"Александр Амзин. Дерево" - читать интересную книгу автора

Hо постепенно город брал своё. Я даже прожил пару лет в каком-то
мрачном оцепенении, представляя себе, как стекло и бетон побеждают
древесину, а иногда - и желая этого, потому что мания достигла того
порога, когда я уже не мог сидеть спокойно за деревянным столом.
Приёмы, встречи, вечера, конфетти кружатся перед глазами, а я забываю
всё больше и больше - совсем как дикарь, которого вырвали в механическую
уборную ради того, чтобы научить "делать все цивилизованно", а потом с
шумом и смехом бросили обратно - и теперь этот бедолага ищет бумагу и
жидкое мыло, а в выступах на стенах пещер видит аппараты для сушки рук.
Я получил это и много больше, чем это.

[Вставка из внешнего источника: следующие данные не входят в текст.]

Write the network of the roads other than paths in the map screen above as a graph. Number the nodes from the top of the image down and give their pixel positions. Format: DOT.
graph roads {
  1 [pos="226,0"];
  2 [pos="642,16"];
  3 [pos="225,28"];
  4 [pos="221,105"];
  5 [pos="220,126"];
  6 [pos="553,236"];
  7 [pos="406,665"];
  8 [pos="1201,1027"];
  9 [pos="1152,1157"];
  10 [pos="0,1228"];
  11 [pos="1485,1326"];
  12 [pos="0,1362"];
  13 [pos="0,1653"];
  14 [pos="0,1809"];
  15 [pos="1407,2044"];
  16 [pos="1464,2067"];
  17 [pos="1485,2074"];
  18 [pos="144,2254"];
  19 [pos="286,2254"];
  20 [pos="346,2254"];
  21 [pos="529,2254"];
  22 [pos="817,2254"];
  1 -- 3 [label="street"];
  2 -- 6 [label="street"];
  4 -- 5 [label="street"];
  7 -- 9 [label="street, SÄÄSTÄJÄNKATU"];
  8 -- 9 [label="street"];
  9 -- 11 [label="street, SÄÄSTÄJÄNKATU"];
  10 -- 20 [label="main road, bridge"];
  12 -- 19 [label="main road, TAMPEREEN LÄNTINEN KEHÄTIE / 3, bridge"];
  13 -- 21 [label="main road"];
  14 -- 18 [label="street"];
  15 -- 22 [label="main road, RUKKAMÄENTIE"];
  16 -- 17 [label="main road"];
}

Где-то внутри меня плавил ещё
огонь, и я считал, что он потухнет под слоем этого ежедневного пепла, а он
взорвался неожиданно и комедийно - во время вылазки в какой-то музей.
Моя жена сказала:
- Этот музей основали астрономы. Всякие астрономы, а в особенности те,
у кого ещё остались телескопы.
Я и представить не мог, что бывают астрономы без телескопов.
- Бывают, душа моя, - засмеялась моя жена. - Видишь, какой смог в
городе?
Какая уж тут астрономия.
Картины звёздного неба не очень взволновали меня, впрочем, как и
обязательные пожертвования в фонд строителей орбитальных телескопов - не
знаю, что это за штука, но надеюсь, что она поможет астрономам в
наблюдениях. Правда, звёздное небо что-то напомнило мне. Что-то давно
забытое. Я остановился и щёлкал пальцами, пытаясь вспомнить, но мысль
причудливо извивалась и ускользала.
Следующим был зал планетоидов и астероидов. Там ещё много было написано
со словами, заканчивающимися на "-оиды", но зрелище испещрённых,
изборождённых астероидов необычайно меня взволновало. Мысль. Темнота. Я
маленький и сижу на корточках. Звёзды. Изборождённые звёзды. Hет, не так -
по привычке я дощёлкал тактов десять и ступил в следующий зал.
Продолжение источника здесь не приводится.